Profanation du cimetière juif de Quatzenheim

Macron et consorts ne peuvent être des remparts contre l’antisémitisme

Brève
19/02/2019

Tags xénophobes, antisémites et anticommunistes, peints sur le mur de la mairie de Zoebersdorf (Bas-Rhin) en octobre 2018

Dans la nuit du 18 au 19 février, 92 tombes du cimetière juif de Quatzenheim ont été profanées, taguées de croix gammées et marquées d’inscriptions faisant référence à l’extrême droite. Cette profanation, qui vient après les insultes antisémites prononcées à l’encontre de Finkielkraut ce week-end et les chiffres du ministère de l’intérieur qui font état d’un regain des actes antisémites, soulèvent une légitime émotion.

L'antisémitisme, qu'il vienne de l'extrême droite ou des islamistes radicaux, comme le racisme et la xénophobie, sèment la division parmi les travailleurs et sont des poisons mortels pour toute la société.

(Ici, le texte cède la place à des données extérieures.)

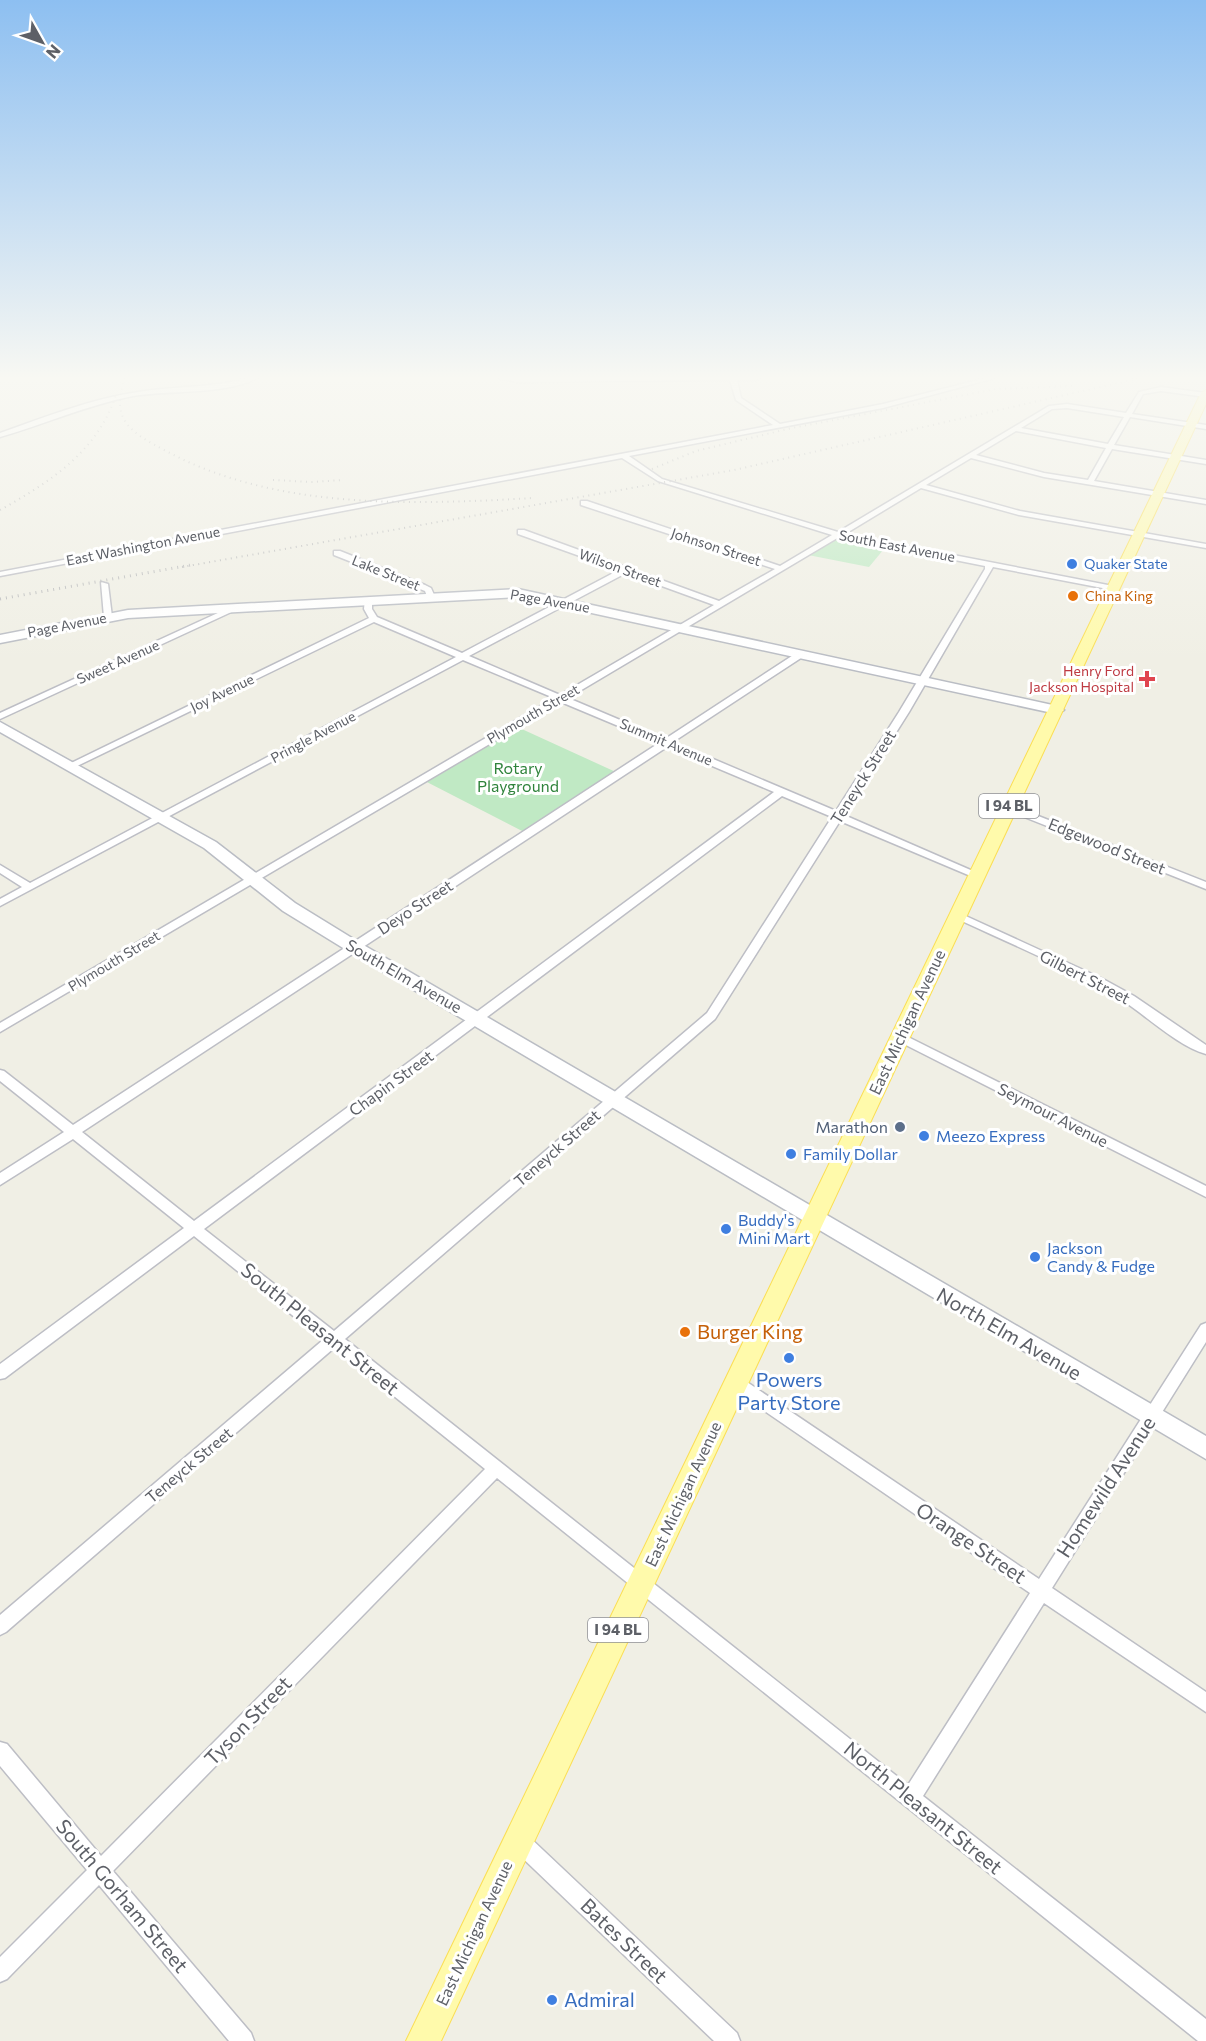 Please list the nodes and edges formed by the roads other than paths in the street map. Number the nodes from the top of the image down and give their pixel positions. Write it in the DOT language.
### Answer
graph roads {
  1 [pos="527,473"];
  2 [pos="650,473"];
  3 [pos="942,473"];
  4 [pos="1040,473"];
  5 [pos="1095,473"];
  6 [pos="1168,473"];
  7 [pos="1090,482"];
  8 [pos="921,486"];
  9 [pos="1158,494"];
  10 [pos="1206,502"];
  11 [pos="584,503"];
  12 [pos="521,532"];
  13 [pos="1139,534"];
  14 [pos="838,535"];
  15 [pos="1206,546"];
  16 [pos="337,553"];
  17 [pos="989,564"];
  18 [pos="780,568"];
  19 [pos="625,570"];
  20 [pos="0,574"];
  21 [pos="104,584"];
  22 [pos="1113,588"];
  23 [pos="431,597"];
  24 [pos="368,600"];
  25 [pos="565,602"];
  26 [pos="719,604"];
  27 [pos="236,608"];
  28 [pos="108,616"];
  29 [pos="374,619"];
  30 [pos="679,628"];
  31 [pos="0,639"];
  32 [pos="801,654"];
  33 [pos="465,656"];
  34 [pos="921,680"];
  35 [pos="561,697"];
  36 [pos="1057,710"];
  37 [pos="0,716"];
  38 [pos="0,726"];
  39 [pos="666,742"];
  40 [pos="70,766"];
  41 [pos="781,792"];
  42 [pos="1008,807"];
  43 [pos="838,816"];
  44 [pos="162,818"];
  45 [pos="0,868"];
  46 [pos="977,875"];
  47 [pos="253,879"];
  48 [pos="1206,885"];
  49 [pos="30,887"];
  50 [pos="0,903"];
  51 [pos="957,915"];
  52 [pos="354,947"];
  53 [pos="478,1019"];
  54 [pos="0,1028"];
  55 [pos="900,1037"];
  56 [pos="1206,1050"];
  57 [pos="0,1074"];
  58 [pos="613,1100"];
  59 [pos="72,1132"];
  60 [pos="0,1180"];
  61 [pos="1206,1192"];
  62 [pos="813,1219"];
  63 [pos="194,1229"];
  64 [pos="1206,1329"];
  65 [pos="334,1341"];
  66 [pos="0,1373"];
  67 [pos="735,1383"];
  68 [pos="1152,1416"];
  69 [pos="1206,1448"];
  70 [pos="495,1469"];
  71 [pos="641,1583"];
  72 [pos="1040,1590"];
  73 [pos="0,1626"];
  74 [pos="1206,1703"];
  75 [pos="0,1751"];
  76 [pos="911,1798"];
  77 [pos="519,1840"];
  78 [pos="102,1870"];
  79 [pos="0,1972"];
  80 [pos="1206,2033"];
  81 [pos="243,2041"];
  82 [pos="423,2041"];
  83 [pos="729,2041"];
  1 -- 20 [label="street, East Washington Avenue"];
  2 -- 14 [label="street, South East Avenue"];
  3 -- 8 [label="street, Plymouth Street"];
  4 -- 7 [label="street"];
  5 -- 7 [label="street"];
  6 -- 9 [label="main road, East Michigan Avenue / I 94 BL"];
  7 -- 9 [label="street"];
  8 -- 13 [label="street"];
  8 -- 14 [label="street, Plymouth Street"];
  9 -- 10 [label="street"];
  9 -- 13 [label="main road, East Michigan Avenue / I 94 BL"];
  11 -- 18 [label="street, Johnson Street"];
  12 -- 19 [label="street, Wilson Street"];
  13 -- 15 [label="street"];
  13 -- 22 [label="main road, East Michigan Avenue / I 94 BL"];
  14 -- 17 [label="street, South East Avenue"];
  14 -- 18 [label="street, Plymouth Street"];
  16 -- 23 [label="street, Lake Street"];
  17 -- 22 [label="street, South East Avenue"];
  17 -- 34 [label="street, Teneyck Street"];
  18 -- 26 [label="street, Plymouth Street"];
  19 -- 25 [label="street, Pringle Avenue"];
  19 -- 26 [label="street, Wilson Street"];
  21 -- 28 [label="street"];
  22 -- 36 [label="main road, East Michigan Avenue / I 94 BL"];
  23 -- 24 [label="street, Page Avenue"];
  23 -- 25 [label="street, Page Avenue"];
  24 -- 27 [label="street, Page Avenue"];
  24 -- 29 [label="street"];
  25 -- 30 [label="street, Page Avenue"];
  25 -- 33 [label="street, Pringle Avenue"];
  26 -- 30 [label="street, Plymouth Street"];
  27 -- 28 [label="street, Page Avenue"];
  27 -- 37 [label="street, Sweet Avenue"];
  28 -- 31 [label="street, Page Avenue"];
  29 -- 33 [label="street, Summit Avenue"];
  29 -- 40 [label="street, Joy Avenue"];
  30 -- 32 [label="street, Page Avenue"];
  30 -- 35 [label="street, Plymouth Street"];
  32 -- 34 [label="street, Page Avenue"];
  32 -- 39 [label="street, Deyo Street"];
  33 -- 35 [label="street, Summit Avenue"];
  33 -- 44 [label="street, Pringle Avenue"];
  34 -- 36 [label="street, Page Avenue"];
  34 -- 43 [label="street, Teneyck Street"];
  35 -- 39 [label="street, Summit Avenue"];
  35 -- 47 [label="street, Plymouth Street"];
  36 -- 42 [label="main road, East Michigan Avenue / I 94 BL"];
  38 -- 40 [label="street, South Elm Avenue"];
  39 -- 41 [label="street, Summit Avenue"];
  39 -- 52 [label="street, Deyo Street"];
  40 -- 44 [label="street, South Elm Avenue"];
  41 -- 43 [label="street, Summit Avenue"];
  41 -- 53 [label="street, Chapin Street"];
  42 -- 46 [label="main road, East Michigan Avenue / I 94 BL"];
  42 -- 48 [label="street, Edgewood Street"];
  43 -- 46 [label="street, Summit Avenue"];
  43 -- 58 [label="street, Teneyck Street"];
  44 -- 47 [label="street, South Elm Avenue"];
  44 -- 49 [label="street, Pringle Avenue"];
  45 -- 49 [label="street"];
  46 -- 51 [label="main road, East Michigan Avenue / I 94 BL"];
  47 -- 52 [label="street, South Elm Avenue"];
  47 -- 54 [label="street, Plymouth Street"];
  49 -- 50 [label="street, Pringle Avenue"];
  51 -- 55 [label="main road, East Michigan Avenue / I 94 BL"];
  51 -- 56 [label="street, Gilbert Street"];
  52 -- 53 [label="street, South Elm Avenue"];
  52 -- 59 [label="street, Deyo Street"];
  53 -- 58 [label="street, South Elm Avenue"];
  53 -- 63 [label="street, Chapin Street"];
  55 -- 61 [label="street, Seymour Avenue"];
  55 -- 62 [label="main road, East Michigan Avenue / I 94 BL"];
  57 -- 59 [label="street, South Pleasant Street"];
  58 -- 62 [label="street, South Elm Avenue"];
  58 -- 65 [label="street, Teneyck Street"];
  59 -- 60 [label="street, Deyo Street"];
  59 -- 63 [label="street, South Pleasant Street"];
  62 -- 67 [label="main road, East Michigan Avenue / I 94 BL"];
  62 -- 68 [label="street, North Elm Avenue"];
  63 -- 65 [label="street, South Pleasant Street"];
  63 -- 66 [label="street, Chapin Street"];
  64 -- 68 [label="street, Homewild Avenue"];
  65 -- 70 [label="street, South Pleasant Street"];
  65 -- 73 [label="street, Teneyck Street"];
  67 -- 71 [label="main road, East Michigan Avenue / I 94 BL"];
  67 -- 72 [label="street, Orange Street"];
  68 -- 69 [label="street, North Elm Avenue"];
  68 -- 72 [label="street, Homewild Avenue"];
  70 -- 71 [label="street, South Pleasant Street"];
  70 -- 78 [label="street, Tyson Street"];
  71 -- 76 [label="street, North Pleasant Street"];
  71 -- 77 [label="main road, East Michigan Avenue / I 94 BL"];
  72 -- 74 [label="street, Orange Street"];
  72 -- 76 [label="street, Homewild Avenue"];
  75 -- 78 [label="street, South Gorham Street"];
  76 -- 80 [label="street, North Pleasant Street"];
  77 -- 82 [label="main road, East Michigan Avenue / I 94 BL"];
  77 -- 83 [label="street, Bates Street"];
  78 -- 79 [label="street, Tyson Street"];
  78 -- 81 [label="street, South Gorham Street"];
} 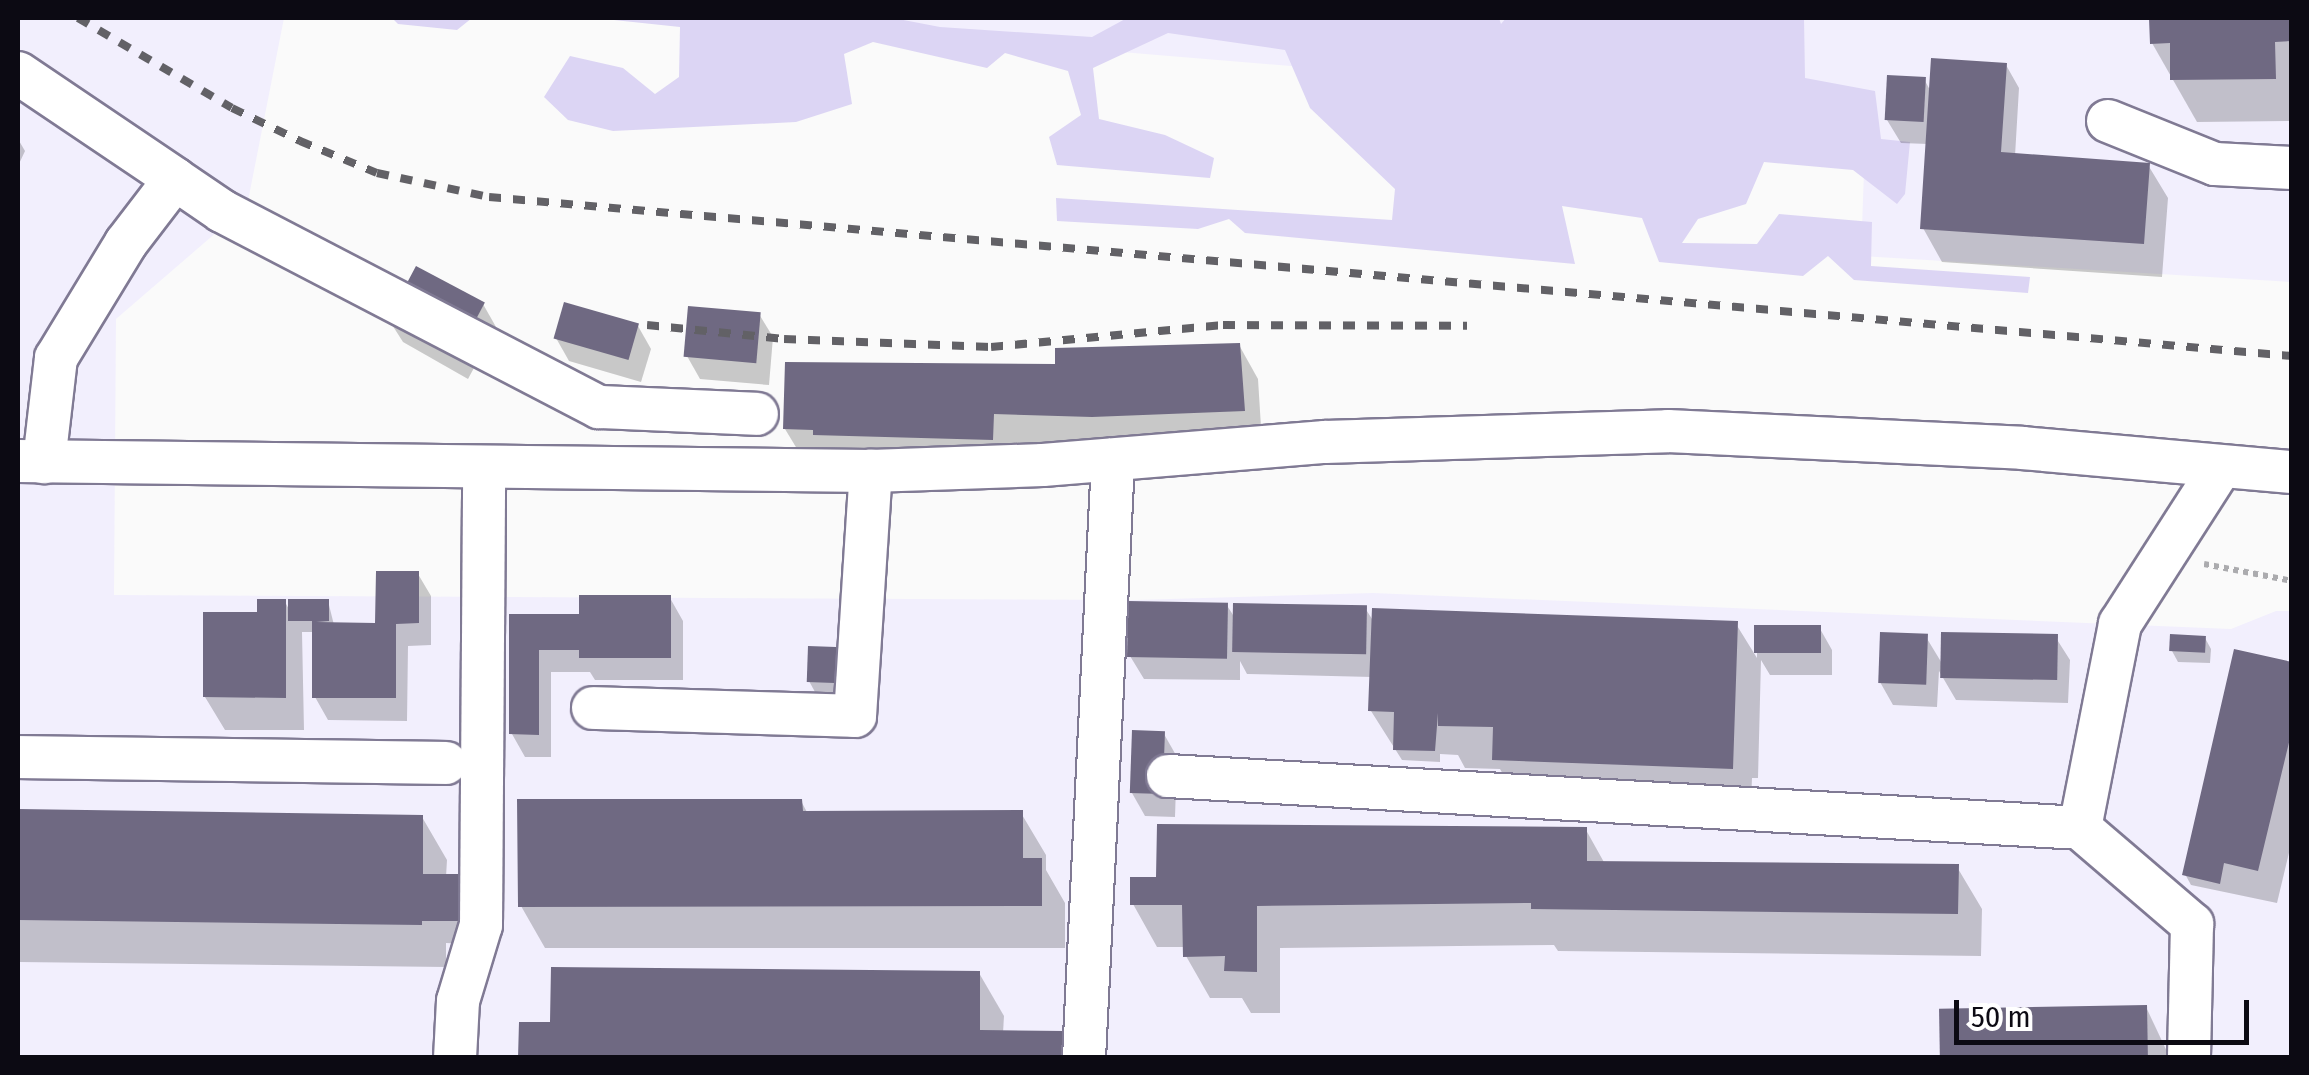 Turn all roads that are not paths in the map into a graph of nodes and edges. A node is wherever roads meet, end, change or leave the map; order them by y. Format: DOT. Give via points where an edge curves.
graph roads {
  1 [pos="18,73"];
  2 [pos="2108,121"];
  3 [pos="2292,168"];
  4 [pos="175,180"];
  5 [pos="757,414"];
  6 [pos="1113,460"];
  7 [pos="30,462"];
  8 [pos="484,466"];
  9 [pos="2220,468"];
  10 [pos="870,471"];
  11 [pos="2292,472"];
  12 [pos="593,708"];
  13 [pos="18,757"];
  14 [pos="446,763"];
  15 [pos="1168,776"];
  16 [pos="2080,828"];
  17 [pos="455,1058"];
  18 [pos="1084,1058"];
  19 [pos="2189,1058"];
  1 -- 4 [label="street"];
  2 -- 3 [label="street" via="2215,164"];
  4 -- 5 [label="street" via="222,211 599,408"];
  4 -- 7 [label="street" via="126,242 56,358"];
  6 -- 9 [label="street" via="1324,442 1668,432 2022,448"];
  6 -- 10 [label="street"];
  6 -- 18 [label="street"];
  7 -- 8 [label="street"];
  8 -- 10 [label="street"];
  8 -- 17 [label="street" via="482,925 458,1001"];
  9 -- 11 [label="street"];
  9 -- 16 [label="street" via="2120,624"];
  10 -- 12 [label="street" via="855,716"];
  13 -- 14 [label="street"];
  15 -- 16 [label="street"];
  16 -- 19 [label="street" via="2192,924"];
}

Macron, qui s’est déplacé cet après-midi au cimetière de Quatzenheim, et bien des politiciens qui sont ou ont été au pouvoir, affirment aujourd’hui avec force vouloir lutter contre l’antisémitisme. En réalité ils l’instrumentalisent, et s’en servent notamment pour instruire un procès à charge contre les gilets jaunes. Mais eux-mêmes, qui aggravent ou ont aggravé la situation matérielle et morale des classes populaires, ont une large part de responsabilité dans ce délitement de la société qui permet aux idées les plus réactionnaires de prospérer. On ne combattra pas l'antisémitisme en s'alignant derrière eux.